*WHAT YOU SHOULD DO*
Which lines of the records contain "graph"? Collect every one of them.

*GIVEN INFORMATION*
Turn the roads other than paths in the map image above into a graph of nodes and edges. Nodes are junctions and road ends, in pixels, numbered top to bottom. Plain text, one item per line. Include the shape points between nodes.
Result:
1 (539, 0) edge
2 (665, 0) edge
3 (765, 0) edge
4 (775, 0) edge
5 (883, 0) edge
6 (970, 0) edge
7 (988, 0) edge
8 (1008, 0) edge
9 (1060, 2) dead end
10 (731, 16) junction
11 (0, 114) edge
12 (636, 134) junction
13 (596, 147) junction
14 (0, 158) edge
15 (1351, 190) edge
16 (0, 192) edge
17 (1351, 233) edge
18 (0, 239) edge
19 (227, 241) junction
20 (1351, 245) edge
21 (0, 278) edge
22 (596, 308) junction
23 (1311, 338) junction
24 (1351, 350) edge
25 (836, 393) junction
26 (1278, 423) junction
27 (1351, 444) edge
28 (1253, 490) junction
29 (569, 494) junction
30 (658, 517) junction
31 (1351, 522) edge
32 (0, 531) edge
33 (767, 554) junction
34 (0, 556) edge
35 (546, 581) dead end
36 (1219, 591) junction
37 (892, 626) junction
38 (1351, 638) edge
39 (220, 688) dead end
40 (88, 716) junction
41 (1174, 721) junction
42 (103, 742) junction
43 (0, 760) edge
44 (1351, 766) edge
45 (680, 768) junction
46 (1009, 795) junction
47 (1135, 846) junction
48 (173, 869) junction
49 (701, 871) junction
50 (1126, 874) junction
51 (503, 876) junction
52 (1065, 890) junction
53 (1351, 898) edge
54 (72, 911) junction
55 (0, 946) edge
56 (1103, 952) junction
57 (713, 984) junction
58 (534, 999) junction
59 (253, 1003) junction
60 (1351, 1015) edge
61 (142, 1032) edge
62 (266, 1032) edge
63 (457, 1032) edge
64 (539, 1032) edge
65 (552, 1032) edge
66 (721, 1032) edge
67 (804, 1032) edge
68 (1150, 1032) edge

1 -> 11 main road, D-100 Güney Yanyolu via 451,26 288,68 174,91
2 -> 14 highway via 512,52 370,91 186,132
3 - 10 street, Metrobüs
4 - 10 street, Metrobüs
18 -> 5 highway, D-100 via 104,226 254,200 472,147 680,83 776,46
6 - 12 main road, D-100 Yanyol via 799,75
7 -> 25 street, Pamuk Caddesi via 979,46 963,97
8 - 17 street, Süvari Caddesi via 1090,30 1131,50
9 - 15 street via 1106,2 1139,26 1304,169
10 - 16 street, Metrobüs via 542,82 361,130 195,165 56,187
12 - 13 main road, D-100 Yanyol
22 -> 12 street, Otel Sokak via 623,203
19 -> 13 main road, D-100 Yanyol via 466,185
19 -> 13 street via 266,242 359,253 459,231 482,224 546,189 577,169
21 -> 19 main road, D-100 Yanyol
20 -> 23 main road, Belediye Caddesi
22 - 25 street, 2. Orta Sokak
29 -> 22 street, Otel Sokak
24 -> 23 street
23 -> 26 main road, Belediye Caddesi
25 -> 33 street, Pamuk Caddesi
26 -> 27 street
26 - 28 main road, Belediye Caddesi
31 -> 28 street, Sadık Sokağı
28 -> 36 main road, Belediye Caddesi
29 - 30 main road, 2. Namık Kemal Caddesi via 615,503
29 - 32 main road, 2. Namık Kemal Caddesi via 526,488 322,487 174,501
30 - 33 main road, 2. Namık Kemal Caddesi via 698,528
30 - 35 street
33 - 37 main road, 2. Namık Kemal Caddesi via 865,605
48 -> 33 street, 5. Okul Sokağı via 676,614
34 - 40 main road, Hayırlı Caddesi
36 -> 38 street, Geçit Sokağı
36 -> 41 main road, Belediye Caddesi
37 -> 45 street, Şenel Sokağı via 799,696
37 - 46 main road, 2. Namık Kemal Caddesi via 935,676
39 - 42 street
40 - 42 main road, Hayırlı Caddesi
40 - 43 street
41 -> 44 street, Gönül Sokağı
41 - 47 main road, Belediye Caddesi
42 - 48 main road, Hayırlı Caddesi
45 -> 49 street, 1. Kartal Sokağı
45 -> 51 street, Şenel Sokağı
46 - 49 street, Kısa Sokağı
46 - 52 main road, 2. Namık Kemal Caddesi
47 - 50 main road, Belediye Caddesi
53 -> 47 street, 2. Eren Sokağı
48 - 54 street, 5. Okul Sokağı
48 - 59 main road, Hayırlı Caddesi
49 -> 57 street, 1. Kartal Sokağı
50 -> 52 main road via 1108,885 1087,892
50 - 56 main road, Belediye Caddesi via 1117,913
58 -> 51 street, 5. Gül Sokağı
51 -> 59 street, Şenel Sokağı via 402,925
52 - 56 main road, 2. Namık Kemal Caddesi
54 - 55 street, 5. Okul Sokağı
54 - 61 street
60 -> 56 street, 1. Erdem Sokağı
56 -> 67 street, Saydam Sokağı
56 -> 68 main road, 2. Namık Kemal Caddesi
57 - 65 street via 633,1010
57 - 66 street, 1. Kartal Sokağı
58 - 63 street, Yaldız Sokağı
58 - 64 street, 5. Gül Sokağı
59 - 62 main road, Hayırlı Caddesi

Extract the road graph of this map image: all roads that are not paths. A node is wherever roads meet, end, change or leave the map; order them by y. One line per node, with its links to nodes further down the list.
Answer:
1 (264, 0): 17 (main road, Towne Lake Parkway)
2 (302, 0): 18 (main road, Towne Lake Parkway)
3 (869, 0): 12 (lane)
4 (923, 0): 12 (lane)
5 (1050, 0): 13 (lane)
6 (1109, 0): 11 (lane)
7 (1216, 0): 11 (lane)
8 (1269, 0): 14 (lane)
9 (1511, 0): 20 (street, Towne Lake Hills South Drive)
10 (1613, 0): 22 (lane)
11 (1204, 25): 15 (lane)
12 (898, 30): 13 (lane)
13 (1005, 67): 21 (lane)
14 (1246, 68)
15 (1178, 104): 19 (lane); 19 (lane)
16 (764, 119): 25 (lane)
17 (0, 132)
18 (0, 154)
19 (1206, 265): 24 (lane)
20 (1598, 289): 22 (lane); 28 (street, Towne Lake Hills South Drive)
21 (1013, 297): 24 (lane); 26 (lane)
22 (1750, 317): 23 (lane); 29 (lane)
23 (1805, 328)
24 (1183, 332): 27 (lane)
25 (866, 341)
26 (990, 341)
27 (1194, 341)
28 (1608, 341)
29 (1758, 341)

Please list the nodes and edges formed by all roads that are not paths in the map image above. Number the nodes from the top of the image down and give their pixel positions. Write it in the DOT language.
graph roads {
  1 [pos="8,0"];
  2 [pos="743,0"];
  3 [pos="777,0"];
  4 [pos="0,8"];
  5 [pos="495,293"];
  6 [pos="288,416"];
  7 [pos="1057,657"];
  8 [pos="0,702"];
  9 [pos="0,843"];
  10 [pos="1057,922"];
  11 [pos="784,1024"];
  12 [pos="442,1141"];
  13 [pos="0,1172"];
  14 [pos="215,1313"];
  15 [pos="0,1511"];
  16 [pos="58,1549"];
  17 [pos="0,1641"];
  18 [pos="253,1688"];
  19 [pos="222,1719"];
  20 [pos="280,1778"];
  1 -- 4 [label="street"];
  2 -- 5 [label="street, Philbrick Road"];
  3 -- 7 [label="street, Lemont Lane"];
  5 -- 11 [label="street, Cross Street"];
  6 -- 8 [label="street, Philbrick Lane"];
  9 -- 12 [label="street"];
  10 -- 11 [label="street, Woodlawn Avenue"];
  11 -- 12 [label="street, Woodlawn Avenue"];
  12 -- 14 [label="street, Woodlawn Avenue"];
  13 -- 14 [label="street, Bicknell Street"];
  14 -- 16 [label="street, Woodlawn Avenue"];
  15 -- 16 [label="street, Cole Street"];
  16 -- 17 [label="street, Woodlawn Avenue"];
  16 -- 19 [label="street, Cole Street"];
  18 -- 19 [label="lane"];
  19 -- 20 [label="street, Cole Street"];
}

*EXERCISE ANSWER*
Turn the roads other than paths in the map image above into a graph of nodes and edges. Nodes are junctions and road ends, in pixels, numbered top to bottom. Plain text, one item per line. Include the shape points between nodes.
Extract the road graph of this map image: all roads that are not paths. A node is wherever roads meet, end, change or leave the map; order them by y. One line per node, with its links to nodes further down the list.
graph roads {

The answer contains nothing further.